● Your objective
Where does the word "Madrid" appear in the data? Copy every line that holds it.

Data extracted from a collection
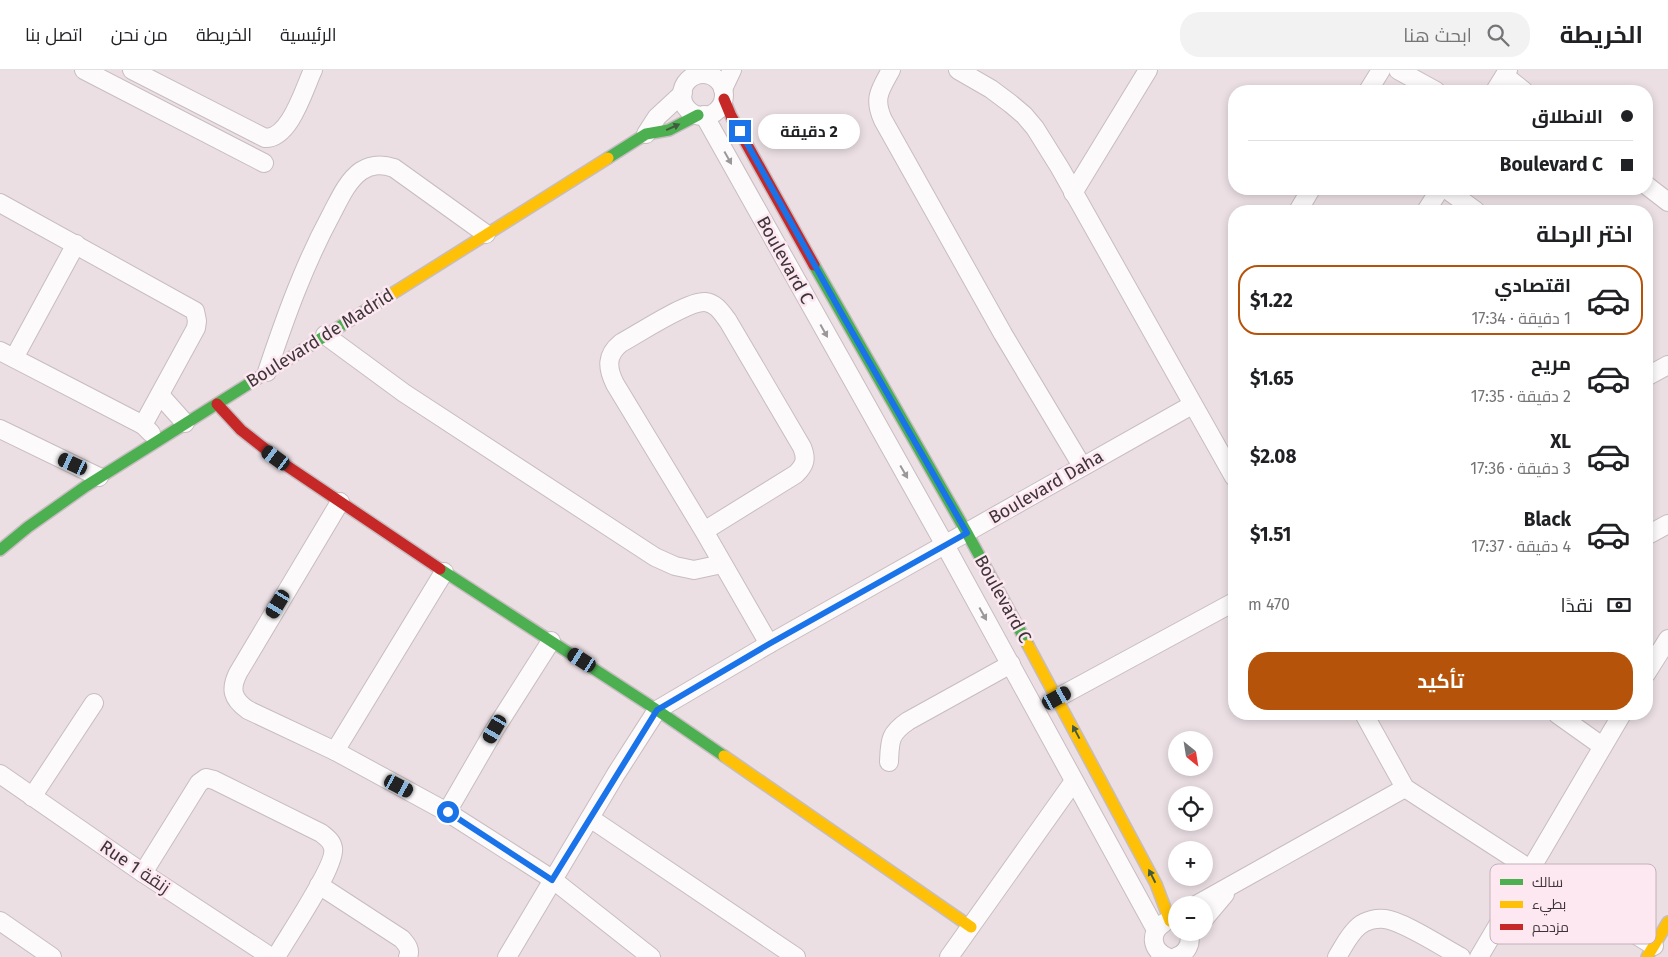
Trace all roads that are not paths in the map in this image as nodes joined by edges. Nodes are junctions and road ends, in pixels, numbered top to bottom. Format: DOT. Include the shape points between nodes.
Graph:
graph roads {
  1 [pos="84,70"];
  2 [pos="132,70"];
  3 [pos="313,70"];
  4 [pos="732,70"];
  5 [pos="891,70"];
  6 [pos="958,70"];
  7 [pos="1148,70"];
  8 [pos="1381,70"];
  9 [pos="1398,70"];
  10 [pos="701,72"];
  11 [pos="1506,73"];
  12 [pos="1372,85"];
  13 [pos="1425,85"];
  14 [pos="1499,85"];
  15 [pos="1518,85"];
  16 [pos="683,93"];
  17 [pos="724,94"];
  18 [pos="701,115"];
  19 [pos="646,134"];
  20 [pos="264,163"];
  21 [pos="1653,190"];
  22 [pos="1073,193"];
  23 [pos="1454,195"];
  24 [pos="1668,202"];
  25 [pos="0,203"];
  26 [pos="1468,205"];
  27 [pos="486,234"];
  28 [pos="76,244"];
  29 [pos="325,336"];
  30 [pos="7,354"];
  31 [pos="1668,365"];
  32 [pos="267,372"];
  33 [pos="1653,372"];
  34 [pos="160,395"];
  35 [pos="217,404"];
  36 [pos="1192,404"];
  37 [pos="185,423"];
  38 [pos="143,425"];
  39 [pos="0,429"];
  40 [pos="158,441"];
  41 [pos="1082,466"];
  42 [pos="1228,467"];
  43 [pos="99,477"];
  44 [pos="340,502"];
  45 [pos="1668,524"];
  46 [pos="704,531"];
  47 [pos="1653,532"];
  48 [pos="967,533"];
  49 [pos="946,545"];
  50 [pos="0,550"];
  51 [pos="722,564"];
  52 [pos="444,572"];
  53 [pos="1228,605"];
  54 [pos="1668,639"];
  55 [pos="551,641"];
  56 [pos="769,644"];
  57 [pos="1653,663"];
  58 [pos="1012,664"];
  59 [pos="1057,698"];
  60 [pos="94,702"];
  61 [pos="657,710"];
  62 [pos="1367,720"];
  63 [pos="1565,720"];
  64 [pos="1618,720"];
  65 [pos="1602,746"];
  66 [pos="335,751"];
  67 [pos="889,762"];
  68 [pos="0,774"];
  69 [pos="1074,781"];
  70 [pos="1404,788"];
  71 [pos="32,797"];
  72 [pos="448,812"];
  73 [pos="590,818"];
  74 [pos="1522,864"];
  75 [pos="1533,864"];
  76 [pos="143,873"];
  77 [pos="552,880"];
  78 [pos="319,885"];
  79 [pos="1231,886"];
  80 [pos="1213,896"];
  81 [pos="1213,908"];
  82 [pos="1168,917"];
  83 [pos="1168,920"];
  84 [pos="0,921"];
  85 [pos="1668,922"];
  86 [pos="1168,925"];
  87 [pos="971,927"];
  88 [pos="1490,938"];
  89 [pos="1190,941"];
  90 [pos="1656,941"];
  91 [pos="1161,956"];
  92 [pos="1181,956"];
  93 [pos="52,957"];
  94 [pos="271,957"];
  95 [pos="276,957"];
  96 [pos="408,957"];
  97 [pos="507,957"];
  98 [pos="651,957"];
  99 [pos="796,957"];
  100 [pos="950,957"];
  101 [pos="1337,957"];
  102 [pos="1461,957"];
  103 [pos="1479,957"];
  1 -- 20 [label="street"];
  2 -- 3 [label="street" via="268,139 285,128"];
  4 -- 17 [label="street"];
  5 -- 41 [label="street" via="877,98 879,112"];
  6 -- 22 [label="street" via="991,89 1024,115 1045,143"];
  7 -- 22 [label="street"];
  8 -- 12 [label="street"];
  9 -- 13 [label="street"];
  10 -- 16 [label="street" via="688,81"];
  10 -- 17 [label="street" via="720,82"];
  11 -- 14 [label="street"];
  11 -- 15 [label="street"];
  16 -- 18 [label="street" via="687,107"];
  16 -- 19 [label="street, Boulevard de Madrid" via="657,116"];
  17 -- 18 [label="street" via="717,110"];
  17 -- 48 [label="street, Boulevard C" via="731,116"];
  19 -- 18 [label="street, Boulevard de Madrid, one-way" via="669,130"];
  18 -- 49 [label="street, Boulevard C, one-way"];
  19 -- 27 [label="street, Boulevard de Madrid"];
  21 -- 24 [label="street"];
  22 -- 36 [label="street"];
  23 -- 26 [label="street"];
  25 -- 28 [label="street"];
  27 -- 29 [label="street, Boulevard de Madrid"];
  27 -- 32 [label="street" via="394,168 370,166 360,172 341,196 316,244 287,312"];
  28 -- 30 [label="street"];
  28 -- 34 [label="street" via="196,310 196,328"];
  29 -- 32 [label="street, Boulevard de Madrid"];
  29 -- 51 [label="street" via="412,398 655,557 694,570"];
  30 -- 38 [label="street"];
  31 -- 33 [label="street"];
  32 -- 35 [label="street, Boulevard de Madrid"];
  34 -- 37 [label="street"];
  34 -- 38 [label="street"];
  35 -- 37 [label="street, Boulevard de Madrid"];
  35 -- 44 [label="street" via="265,450"];
  36 -- 41 [label="street, Boulevard Daha"];
  36 -- 42 [label="street"];
  37 -- 40 [label="street, Boulevard de Madrid"];
  38 -- 40 [label="street"];
  39 -- 43 [label="street"];
  40 -- 43 [label="street, Boulevard de Madrid"];
  41 -- 48 [label="street, Boulevard Daha"];
  43 -- 50 [label="street, Boulevard de Madrid"];
  44 -- 52 [label="street"];
  44 -- 66 [label="street" via="232,686 236,699 248,710"];
  45 -- 47 [label="street"];
  46 -- 46 [label="street" via="796,474 805,465 806,455 728,321 715,305 704,302 687,307 621,343 608,360 615,384"];
  46 -- 51 [label="street"];
  48 -- 49 [label="street, Boulevard Daha"];
  48 -- 59 [label="street, Boulevard C"];
  49 -- 56 [label="street, Boulevard Daha"];
  49 -- 58 [label="street, Boulevard C, one-way"];
  51 -- 56 [label="street"];
  52 -- 55 [label="street"];
  52 -- 66 [label="street"];
  53 -- 59 [label="street"];
  54 -- 57 [label="street"];
  55 -- 61 [label="street"];
  55 -- 72 [label="street" via="495,729"];
  56 -- 61 [label="street, Boulevard Daha"];
  58 -- 67 [label="street" via="896,729 891,737"];
  58 -- 69 [label="street, Boulevard C"];
  82 -- 59 [label="street, Boulevard C, one-way" via="1144,860"];
  60 -- 71 [label="street"];
  61 -- 73 [label="street, Boulevard Daha"];
  61 -- 87 [label="street"];
  62 -- 70 [label="street"];
  63 -- 65 [label="street"];
  64 -- 65 [label="street"];
  65 -- 75 [label="street"];
  66 -- 72 [label="street"];
  68 -- 71 [label="street, Rue 1 زنقة"];
  69 -- 83 [label="street, Boulevard C"];
  69 -- 87 [label="street"];
  70 -- 74 [label="street"];
  70 -- 79 [label="street"];
  71 -- 76 [label="street, Rue 1 زنقة"];
  72 -- 77 [label="street"];
  73 -- 77 [label="street, Boulevard Daha"];
  73 -- 99 [label="street"];
  76 -- 78 [label="street" via="199,783 206,778 321,833 330,841 333,849 331,860"];
  76 -- 94 [label="street, Rue 1 زنقة"];
  77 -- 97 [label="street, Boulevard Daha"];
  77 -- 98 [label="street"];
  78 -- 95 [label="street"];
  78 -- 96 [label="street" via="402,939 410,952"];
  79 -- 80 [label="street"];
  79 -- 81 [label="street"];
  84 -- 93 [label="street"];
  85 -- 90 [label="street"];
  86 -- 91 [label="street" via="1153,940"];
  87 -- 100 [label="street"];
  88 -- 103 [label="street"];
  89 -- 92 [label="street"];
  101 -- 102 [label="street" via="1361,924 1385,918"];
}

● Problem solution
  16 -- 19 [label="street, Boulevard de Madrid" via="657,116"];
  19 -- 18 [label="street, Boulevard de Madrid, one-way" via="669,130"];
  19 -- 27 [label="street, Boulevard de Madrid"];
  27 -- 29 [label="street, Boulevard de Madrid"];
  29 -- 32 [label="street, Boulevard de Madrid"];
  32 -- 35 [label="street, Boulevard de Madrid"];
  35 -- 37 [label="street, Boulevard de Madrid"];
  37 -- 40 [label="street, Boulevard de Madrid"];
  40 -- 43 [label="street, Boulevard de Madrid"];
  43 -- 50 [label="street, Boulevard de Madrid"];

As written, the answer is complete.